Sur le haut de gamme, oui, bien sûr, c’est une très belle manufacture. Mais pour le moment, on ne parle pas encore de synergies. Il est trop tôt. Les trois marques, Jeanrichard, Girard-Perregaux et Ulysse Nardin, sont totalement indépendantes.

 

Vos capacités industrielles sont pourtant partagées... C’est, en quelque sorte, l’outil de production Sowind.

 

Nous avons effectivement un tronc industriel commun mais les développements sont distincts. Chez Jeanrichard, nous avons notre propre calibre manufacture, le JR1000, très souple, sur lequel nous pouvons ajouter des modules Dubois Dépraz très performants, qui nous permettent notamment de conserver une hauteur de boîte constante, quelle que soit la complication ajoutée. Cette boîte, commune à nos quatre collections, nous offre vraiment une grande diversité de modèles possibles.

 

Le JR1000 a 10 ans. Un JR2000 serait-il en prévision ?

 

Non. Ce serait un développement onéreux donc inapproprié à l’égard du positionnement que nous voulons occuper. Qui plus est, le JR1000 est encore jeune et plein d’avenir.

 

Pour Jeanrichard...comme pour d’autres ?

Nous poursuivons effectivement une activité de private label, que je dirige également. Nous concevons de bout en bout des montres pour d’autres marques. Cela fait partie de notre culture, nous l’avons toujours fait. Cela dit, il y a eu du changement dans le portefeuille de marques blanches. Nous ne travaillons plus avec celles qui ne correspondent pas à notre image ou notre stratégie.

 

Que doit-on attendre de la marque en 2015 ?

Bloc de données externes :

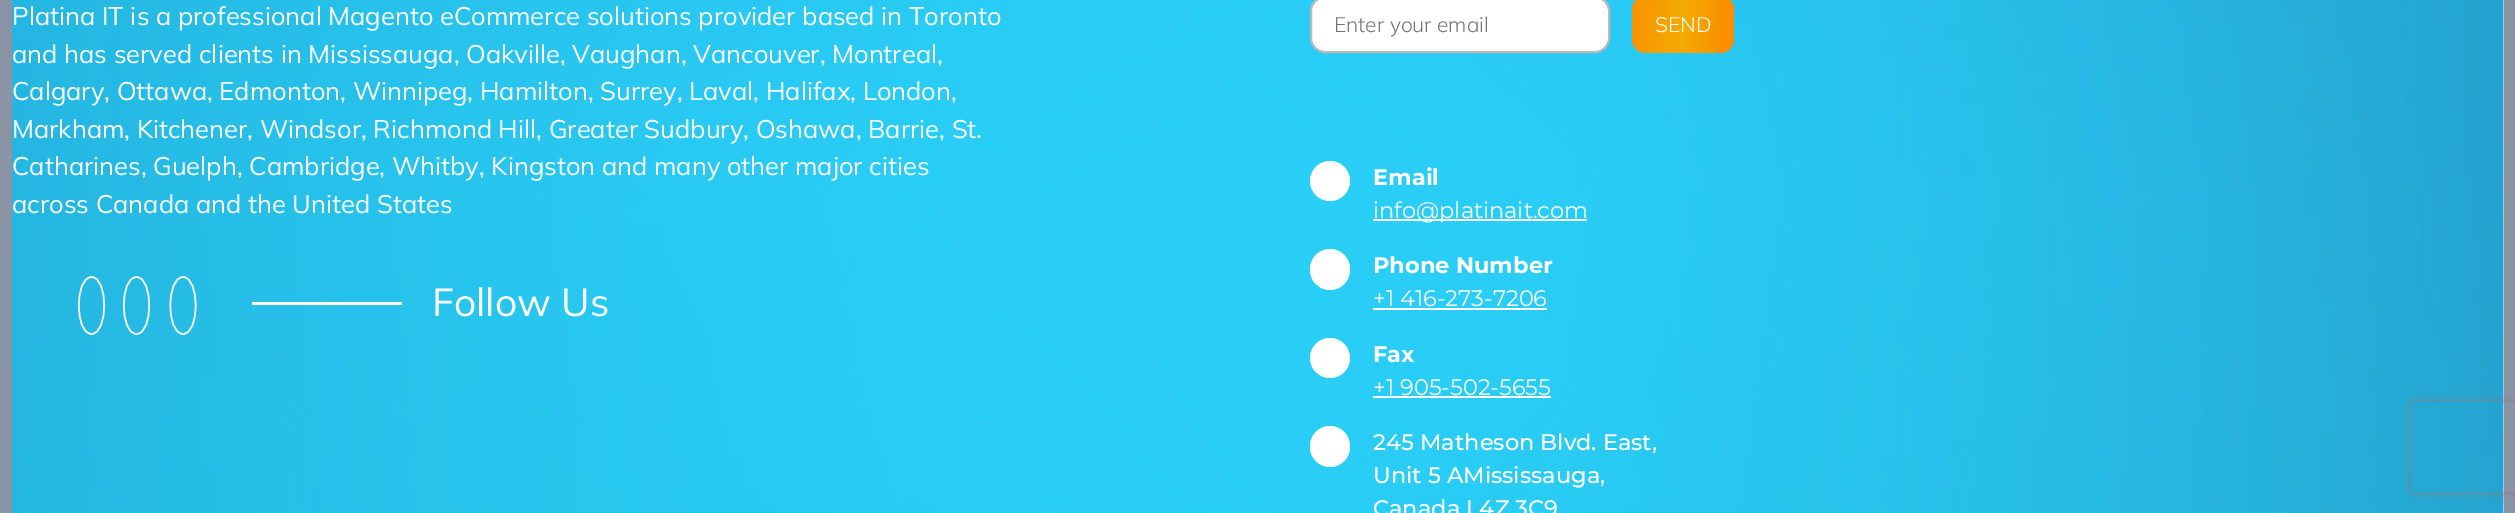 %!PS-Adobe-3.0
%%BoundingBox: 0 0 2515 513
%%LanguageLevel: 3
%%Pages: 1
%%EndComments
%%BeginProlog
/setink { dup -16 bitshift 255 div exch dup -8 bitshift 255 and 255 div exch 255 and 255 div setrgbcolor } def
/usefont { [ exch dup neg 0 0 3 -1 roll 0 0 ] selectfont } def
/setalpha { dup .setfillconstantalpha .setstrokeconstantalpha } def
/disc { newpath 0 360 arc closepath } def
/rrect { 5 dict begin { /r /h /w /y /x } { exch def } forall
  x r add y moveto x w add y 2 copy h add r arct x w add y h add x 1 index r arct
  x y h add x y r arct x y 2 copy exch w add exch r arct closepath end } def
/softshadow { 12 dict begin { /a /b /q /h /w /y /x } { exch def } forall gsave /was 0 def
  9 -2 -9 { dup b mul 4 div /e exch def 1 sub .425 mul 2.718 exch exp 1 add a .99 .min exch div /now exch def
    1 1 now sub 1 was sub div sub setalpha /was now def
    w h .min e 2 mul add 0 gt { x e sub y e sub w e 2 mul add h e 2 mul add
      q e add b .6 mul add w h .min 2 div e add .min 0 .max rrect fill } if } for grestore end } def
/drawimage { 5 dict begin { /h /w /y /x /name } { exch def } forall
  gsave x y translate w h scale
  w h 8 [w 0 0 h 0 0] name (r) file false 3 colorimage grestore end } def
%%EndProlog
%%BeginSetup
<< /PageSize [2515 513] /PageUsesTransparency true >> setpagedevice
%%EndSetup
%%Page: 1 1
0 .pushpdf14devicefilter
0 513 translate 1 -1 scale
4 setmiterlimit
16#8B94A5 setink
0 0 2515 513 rectfill
16#FFFFFF setink
2503 0 1 513 rectfill
(img1.raw) 12 0 2492 513 drawimage
/Mulish-Regular 25.5 usefont
[
    [(Platina IT is a professional Magento eCommerce solutions provider based in Toronto) 12 25]
    [(and has served clients in Mississauga, Oakville, Vaughan, Vancouver, Montreal,) 12 63]
    [(Calgary, Ottawa, Edmonton, Winnipeg, Hamilton, Surrey, Laval, Halifax, London,) 12 100]
    [(Markham, Kitchener, Windsor, Richmond Hill, Greater Sudbury, Oshawa, Barrie, St.) 12 138]
    [(Catharines, Guelph, Cambridge, Whitby, Kingston and many other major cities) 12 175]
    [(across Canada and the United States) 12 213]
] { aload pop moveto show } forall
1.5 setlinewidth
91.5 277 moveto 108.5 277 108.5 334 91.5 334 curveto 74.5 334 74.5 277 91.5 277 curveto closepath stroke
136.5 277 moveto 153.5 277 153.5 334 136.5 334 curveto 119.5 334 119.5 277 136.5 277 curveto closepath stroke
183 277 moveto 200 277 200 334 183 334 curveto 166 334 166 277 183 277 curveto closepath stroke
252 302 150 3 rectfill
/Mulish-Regular 39 usefont
432 316 moveto (Follow Us) show
1311 -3 298 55 14 rrect gsave fill grestore
16#BABABA setink
2 setlinewidth
stroke
/Mulish-Light 21 usefont
16#757575 setink
1334 32 moveto (Enter your email) show
gsave 1632 -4 102 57 15 rrect clip newpath
<< /ShadingType 2 /ColorSpace /DeviceRGB /Coords [1630 20 1736 28] /Extend [true true] /Function << /FunctionType 3 /Domain [0 1] /Functions [<< /FunctionType 2 /Domain [0 1] /C0 [0.98 0.576 0.004] /C1 [0.953 0.671 0.004] /N 1 >> << /FunctionType 2 /Domain [0 1] /C0 [0.953 0.671 0.004] /C1 [0.984 0.569 0.004] /N 1 >> << /FunctionType 2 /Domain [0 1] /C0 [0.984 0.569 0.004] /C1 [0.988 0.553 0.004] /N 1 >>] /Bounds [0.5 0.85] /Encode [0 1 0 1 0 1] >> >> shfill grestore
16#FFFFFF setink
1655 32 moveto (SEND) show
1330 181 20 disc fill
/Montserrat-Bold 22.5 usefont
1373 185 moveto (Email) show
1373 219 214 2 rectfill
/Montserrat-Regular 22.5 usefont
1373 218 moveto (info@platinait.com) show
1310 249 40 41 20 rrect fill
/Montserrat-Bold 22.5 usefont
1373 273 moveto (Phone Number) show
/Montserrat-Regular 22.5 usefont
1373 306 moveto (+1 416-273-7206) show
1373 308 174 2 rectfill
1330 358 20 disc fill
/Montserrat-Bold 22.5 usefont
1373 362 moveto (Fax) show
/Montserrat-Regular 22.5 usefont
1373 395 moveto (+1 905-502-5655) show
1373 396 178 2 rectfill
1310 426 40 41 20 rrect fill
/Montserrat-Medium 22.5 usefont
[
    [(245 Matheson Blvd. East,) 1373 450]
    [(Unit 5 AMississauga,) 1373 483]
    [(Canada L4Z 3C9) 1373 516]
] { aload pop moveto show } forall
gsave
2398 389 moveto 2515 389 lineto 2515 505 lineto 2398 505 lineto closepath 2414 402 moveto 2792 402 lineto 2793.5 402 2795 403.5 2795 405 curveto 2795 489 lineto 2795 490.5 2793.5 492 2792 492 curveto 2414 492 lineto 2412.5 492 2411 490.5 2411 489 curveto 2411 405 lineto 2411 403.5 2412.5 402 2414 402 curveto closepath eoclip newpath
16#808080 setink
2411 402 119 90 3 4 1 softshadow
grestore
.poppdf14devicefilter showpage
%%EOF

Nous allons décliner nos 44 mm en 39 mm, à commencer par la Terrascope. Nos quatre collections (Aquascope, Terrascope, Aeroscope, 1681) ne bougeront pas. Il n’y a même pas un an que nous avons tout refondu ! Il y a encore beaucoup de travail. Les récents partenariats avec le club Arsenal, notamment, nous ont offert beaucoup de visibilité. Ces séries limitées avec Gully vont dans le même sens.

 

On vous verra prochainement à Baselworld, et non plus au SIHH, comme avant. Qu’est-ce que cela change pour vous ?

 

Nous sommes mieux à Baselworld. Certes, nous passons, à nos côtés, d’une douzaine d’autres exposants à plusieurs centaines à Bale. Mais dans le même temps, au lieu de voir une douzaine de détaillants, nous en voyons 300 ! Donc au final, le ratio est plus intéressant pour nous à Baselworld.

***

Variation de la Terrascope, la collection « Graphiscope » sera composée de 3 séries limitées de 25 pièces, signées par Gully. Ces garde-temps seront présentés à l’exposition d’Opera Gallery à Paris, du 19 septembre au 11 octobre 2014.